=== Section Start ===

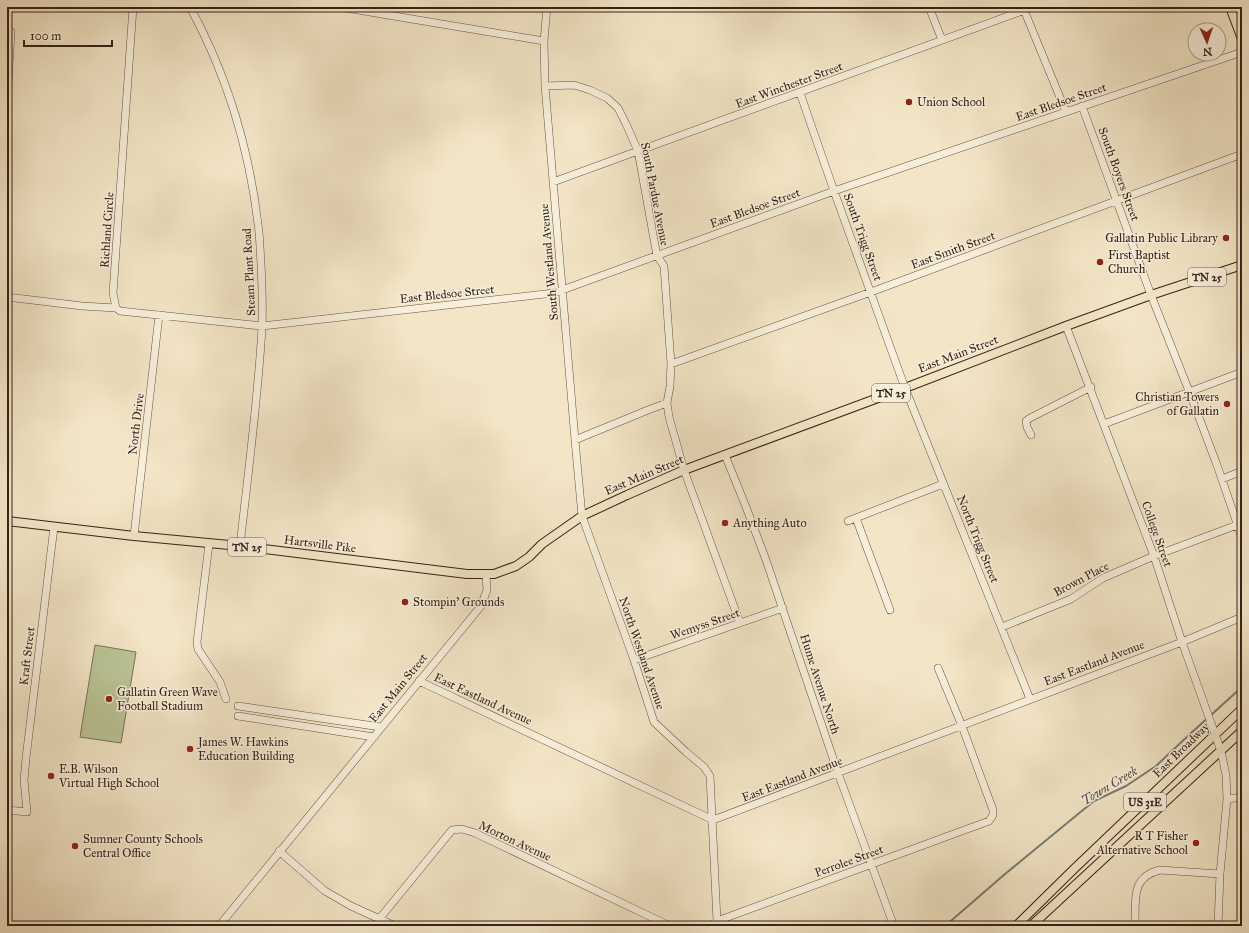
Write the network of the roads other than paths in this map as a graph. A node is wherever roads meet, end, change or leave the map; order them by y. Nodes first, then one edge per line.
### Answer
1 (134, 7) edge
2 (190, 7) edge
3 (340, 7) edge
4 (547, 7) edge
5 (929, 7) edge
6 (1033, 7) edge
7 (1230, 7) edge
8 (1024, 10) junction
9 (11, 32) dead end
10 (1242, 39) edge
11 (942, 40) junction
12 (544, 41) junction
13 (1242, 52) edge
14 (546, 86) junction
15 (800, 93) junction
16 (7, 101) edge
17 (1082, 106) junction
18 (1066, 112) junction
19 (638, 151) junction
20 (1242, 154) edge
21 (553, 182) junction
22 (834, 191) junction
23 (1116, 201) junction
24 (657, 256) junction
25 (1242, 264) edge
26 (563, 290) junction
27 (871, 292) junction
28 (1151, 295) junction
29 (7, 297) edge
30 (116, 308) junction
31 (159, 315) junction
32 (262, 326) junction
33 (1066, 326) junction
34 (671, 364) junction
35 (1242, 372) edge
36 (905, 388) junction
37 (1091, 388) junction
38 (1189, 391) junction
39 (667, 403) junction
40 (1104, 424) junction
41 (1031, 435) dead end
42 (575, 440) junction
43 (725, 455) junction
44 (684, 470) junction
45 (1242, 472) edge
46 (1222, 479) junction
47 (943, 484) junction
48 (582, 516) junction
49 (856, 518) junction
50 (7, 521) edge
51 (848, 521) dead end
52 (1237, 525) junction
53 (54, 527) junction
54 (134, 536) junction
55 (1242, 538) edge
56 (209, 544) junction
57 (240, 546) junction
58 (1154, 556) junction
59 (486, 575) junction
60 (783, 608) junction
61 (890, 610) dead end
62 (1242, 617) edge
63 (740, 623) junction
64 (1002, 627) junction
65 (1182, 642) junction
66 (634, 660) junction
67 (938, 668) dead end
68 (419, 681) junction
69 (226, 699) dead end
70 (1030, 699) junction
71 (238, 706) dead end
72 (1242, 709) edge
73 (238, 716) dead end
74 (962, 726) junction
75 (381, 727) junction
76 (1242, 731) edge
77 (1215, 735) junction
78 (374, 737) junction
79 (1221, 751) junction
80 (838, 773) junction
81 (1242, 797) edge
82 (1227, 799) junction
83 (7, 810) edge
84 (713, 820) junction
85 (279, 851) junction
86 (871, 865) junction
87 (1220, 874) junction
88 (380, 918) junction
89 (892, 921) dead end
90 (714, 924) edge
91 (219, 926) edge
92 (395, 926) edge
93 (670, 926) edge
94 (1016, 926) edge
95 (1031, 926) edge
96 (1134, 926) edge
97 (1218, 926) edge

1 - 30 street, Richland Circle
2 - 32 street, Steam Plant Road
3 - 12 street
4 - 12 street, South Westland Avenue
5 - 11 street
6 - 8 street, East Winchester Street
7 - 10 main road
8 - 11 street, East Winchester Street
8 - 18 street
9 - 16 street
11 - 15 street, East Winchester Street
12 - 14 street, South Westland Avenue
13 - 17 street, East Bledsoe Street
14 - 19 street, South Pardue Avenue
14 - 21 street, South Westland Avenue
15 - 19 street, East Winchester Street
15 - 22 street, South Trigg Street
17 - 18 street, East Bledsoe Street
17 - 23 street, South Boyers Street
18 - 22 street, East Bledsoe Street
19 - 21 street, East Winchester Street
19 - 24 street, South Pardue Avenue
20 - 23 street, East Smith Street
21 - 26 street, South Westland Avenue
22 - 24 street, East Bledsoe Street
22 - 27 street, South Trigg Street
23 - 27 street, East Smith Street
23 - 28 street, South Boyers Street
24 - 26 street, East Bledsoe Street
24 - 34 street, South Pardue Avenue
25 - 28 main road, East Main Street / TN 25
26 - 32 street, East Bledsoe Street
26 - 42 street, South Westland Avenue
27 - 34 street, East Smith Street
27 - 36 street, South Trigg Street
28 - 33 main road, East Main Street / TN 25
28 - 38 street, South Boyers Street
29 - 30 street
30 - 31 street
31 - 32 street
31 - 54 street, North Drive
32 - 57 street, Steam Plant Road
33 - 36 main road, East Main Street / TN 25
33 - 37 street, College Street
34 - 39 street, South Pardue Avenue
35 - 38 street
36 - 43 main road, East Main Street / TN 25
36 - 47 street, North Trigg Street
37 - 40 street, College Street
37 - 41 street
38 - 40 street
38 - 46 street, South Boyers Street
39 - 42 street
39 - 44 street, South Pardue Avenue
40 - 58 street, College Street
42 - 48 street, South Westland Avenue
43 - 44 main road, East Main Street / TN 25
43 - 60 street, Hume Avenue North
44 - 48 main road, East Main Street / TN 25
44 - 63 street, South Pardue Avenue
45 - 46 street
46 - 52 street, South Boyers Street
47 - 49 street
47 - 64 street, North Trigg Street
48 - 59 main road, East Main Street / TN 25
48 - 66 street, North Westland Avenue
49 - 51 street
49 - 61 street
50 - 53 main road, Hartsville Pike / TN 25
52 - 55 street, South Boyers Street
52 - 58 street, Brown Place
53 - 54 main road, Hartsville Pike / TN 25
53 - 83 street, Kraft Street
54 - 56 main road, Hartsville Pike / TN 25
56 - 57 main road, Hartsville Pike / TN 25
56 - 69 street
57 - 59 main road, Hartsville Pike / TN 25
58 - 64 street, Brown Place
58 - 65 street, College Street
59 - 68 street, East Main Street
60 - 63 street, Wemyss Street
60 - 80 street, Hume Avenue North
62 - 65 street, East Eastland Avenue
63 - 66 street, Wemyss Street
64 - 70 street, North Trigg Street
65 - 70 street, East Eastland Avenue
65 - 77 street, College Street
66 - 84 street, North Westland Avenue
67 - 74 street
68 - 75 street, East Main Street
68 - 84 street, East Eastland Avenue
70 - 74 street, East Eastland Avenue
71 - 75 street
72 - 77 main road, East Broadway / US 31E
73 - 78 street
74 - 80 street, East Eastland Avenue
74 - 86 street, Perrolee Street
75 - 78 street, East Main Street
76 - 79 main road, US 31E
77 - 79 street, College Street
77 - 94 main road, East Broadway / US 31E
78 - 85 street, East Main Street
79 - 82 street, College Street
79 - 95 main road, US 31E
80 - 84 street, East Eastland Avenue
80 - 86 street, Hume Avenue North
81 - 82 street
82 - 87 street, College Street
84 - 90 street, North Westland Avenue
85 - 88 street
85 - 91 street, East Main Street
86 - 89 street, Hume Avenue North
86 - 90 street, Perrolee Street
87 - 96 street
87 - 97 street, College Street
88 - 92 street
88 - 93 street, Morton Avenue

=== Section End ===

◆ **REQUIRED ACTION**
Set all of the records down once more, letter for letter, with the images removed.

◆ **RESULT FOR THIS TASK**
Write the network of the roads other than paths in this map as a graph. A node is wherever roads meet, end, change or leave the map; order them by y. Nodes first, then one edge per line.
### Answer
1 (134, 7) edge
2 (190, 7) edge
3 (340, 7) edge
4 (547, 7) edge
5 (929, 7) edge
6 (1033, 7) edge
7 (1230, 7) edge
8 (1024, 10) junction
9 (11, 32) dead end
10 (1242, 39) edge
11 (942, 40) junction
12 (544, 41) junction
13 (1242, 52) edge
14 (546, 86) junction
15 (800, 93) junction
16 (7, 101) edge
17 (1082, 106) junction
18 (1066, 112) junction
19 (638, 151) junction
20 (1242, 154) edge
21 (553, 182) junction
22 (834, 191) junction
23 (1116, 201) junction
24 (657, 256) junction
25 (1242, 264) edge
26 (563, 290) junction
27 (871, 292) junction
28 (1151, 295) junction
29 (7, 297) edge
30 (116, 308) junction
31 (159, 315) junction
32 (262, 326) junction
33 (1066, 326) junction
34 (671, 364) junction
35 (1242, 372) edge
36 (905, 388) junction
37 (1091, 388) junction
38 (1189, 391) junction
39 (667, 403) junction
40 (1104, 424) junction
41 (1031, 435) dead end
42 (575, 440) junction
43 (725, 455) junction
44 (684, 470) junction
45 (1242, 472) edge
46 (1222, 479) junction
47 (943, 484) junction
48 (582, 516) junction
49 (856, 518) junction
50 (7, 521) edge
51 (848, 521) dead end
52 (1237, 525) junction
53 (54, 527) junction
54 (134, 536) junction
55 (1242, 538) edge
56 (209, 544) junction
57 (240, 546) junction
58 (1154, 556) junction
59 (486, 575) junction
60 (783, 608) junction
61 (890, 610) dead end
62 (1242, 617) edge
63 (740, 623) junction
64 (1002, 627) junction
65 (1182, 642) junction
66 (634, 660) junction
67 (938, 668) dead end
68 (419, 681) junction
69 (226, 699) dead end
70 (1030, 699) junction
71 (238, 706) dead end
72 (1242, 709) edge
73 (238, 716) dead end
74 (962, 726) junction
75 (381, 727) junction
76 (1242, 731) edge
77 (1215, 735) junction
78 (374, 737) junction
79 (1221, 751) junction
80 (838, 773) junction
81 (1242, 797) edge
82 (1227, 799) junction
83 (7, 810) edge
84 (713, 820) junction
85 (279, 851) junction
86 (871, 865) junction
87 (1220, 874) junction
88 (380, 918) junction
89 (892, 921) dead end
90 (714, 924) edge
91 (219, 926) edge
92 (395, 926) edge
93 (670, 926) edge
94 (1016, 926) edge
95 (1031, 926) edge
96 (1134, 926) edge
97 (1218, 926) edge

1 - 30 street, Richland Circle
2 - 32 street, Steam Plant Road
3 - 12 street
4 - 12 street, South Westland Avenue
5 - 11 street
6 - 8 street, East Winchester Street
7 - 10 main road
8 - 11 street, East Winchester Street
8 - 18 street
9 - 16 street
11 - 15 street, East Winchester Street
12 - 14 street, South Westland Avenue
13 - 17 street, East Bledsoe Street
14 - 19 street, South Pardue Avenue
14 - 21 street, South Westland Avenue
15 - 19 street, East Winchester Street
15 - 22 street, South Trigg Street
17 - 18 street, East Bledsoe Street
17 - 23 street, South Boyers Street
18 - 22 street, East Bledsoe Street
19 - 21 street, East Winchester Street
19 - 24 street, South Pardue Avenue
20 - 23 street, East Smith Street
21 - 26 street, South Westland Avenue
22 - 24 street, East Bledsoe Street
22 - 27 street, South Trigg Street
23 - 27 street, East Smith Street
23 - 28 street, South Boyers Street
24 - 26 street, East Bledsoe Street
24 - 34 street, South Pardue Avenue
25 - 28 main road, East Main Street / TN 25
26 - 32 street, East Bledsoe Street
26 - 42 street, South Westland Avenue
27 - 34 street, East Smith Street
27 - 36 street, South Trigg Street
28 - 33 main road, East Main Street / TN 25
28 - 38 street, South Boyers Street
29 - 30 street
30 - 31 street
31 - 32 street
31 - 54 street, North Drive
32 - 57 street, Steam Plant Road
33 - 36 main road, East Main Street / TN 25
33 - 37 street, College Street
34 - 39 street, South Pardue Avenue
35 - 38 street
36 - 43 main road, East Main Street / TN 25
36 - 47 street, North Trigg Street
37 - 40 street, College Street
37 - 41 street
38 - 40 street
38 - 46 street, South Boyers Street
39 - 42 street
39 - 44 street, South Pardue Avenue
40 - 58 street, College Street
42 - 48 street, South Westland Avenue
43 - 44 main road, East Main Street / TN 25
43 - 60 street, Hume Avenue North
44 - 48 main road, East Main Street / TN 25
44 - 63 street, South Pardue Avenue
45 - 46 street
46 - 52 street, South Boyers Street
47 - 49 street
47 - 64 street, North Trigg Street
48 - 59 main road, East Main Street / TN 25
48 - 66 street, North Westland Avenue
49 - 51 street
49 - 61 street
50 - 53 main road, Hartsville Pike / TN 25
52 - 55 street, South Boyers Street
52 - 58 street, Brown Place
53 - 54 main road, Hartsville Pike / TN 25
53 - 83 street, Kraft Street
54 - 56 main road, Hartsville Pike / TN 25
56 - 57 main road, Hartsville Pike / TN 25
56 - 69 street
57 - 59 main road, Hartsville Pike / TN 25
58 - 64 street, Brown Place
58 - 65 street, College Street
59 - 68 street, East Main Street
60 - 63 street, Wemyss Street
60 - 80 street, Hume Avenue North
62 - 65 street, East Eastland Avenue
63 - 66 street, Wemyss Street
64 - 70 street, North Trigg Street
65 - 70 street, East Eastland Avenue
65 - 77 street, College Street
66 - 84 street, North Westland Avenue
67 - 74 street
68 - 75 street, East Main Street
68 - 84 street, East Eastland Avenue
70 - 74 street, East Eastland Avenue
71 - 75 street
72 - 77 main road, East Broadway / US 31E
73 - 78 street
74 - 80 street, East Eastland Avenue
74 - 86 street, Perrolee Street
75 - 78 street, East Main Street
76 - 79 main road, US 31E
77 - 79 street, College Street
77 - 94 main road, East Broadway / US 31E
78 - 85 street, East Main Street
79 - 82 street, College Street
79 - 95 main road, US 31E
80 - 84 street, East Eastland Avenue
80 - 86 street, Hume Avenue North
81 - 82 street
82 - 87 street, College Street
84 - 90 street, North Westland Avenue
85 - 88 street
85 - 91 street, East Main Street
86 - 89 street, Hume Avenue North
86 - 90 street, Perrolee Street
87 - 96 street
87 - 97 street, College Street
88 - 92 street
88 - 93 street, Morton Avenue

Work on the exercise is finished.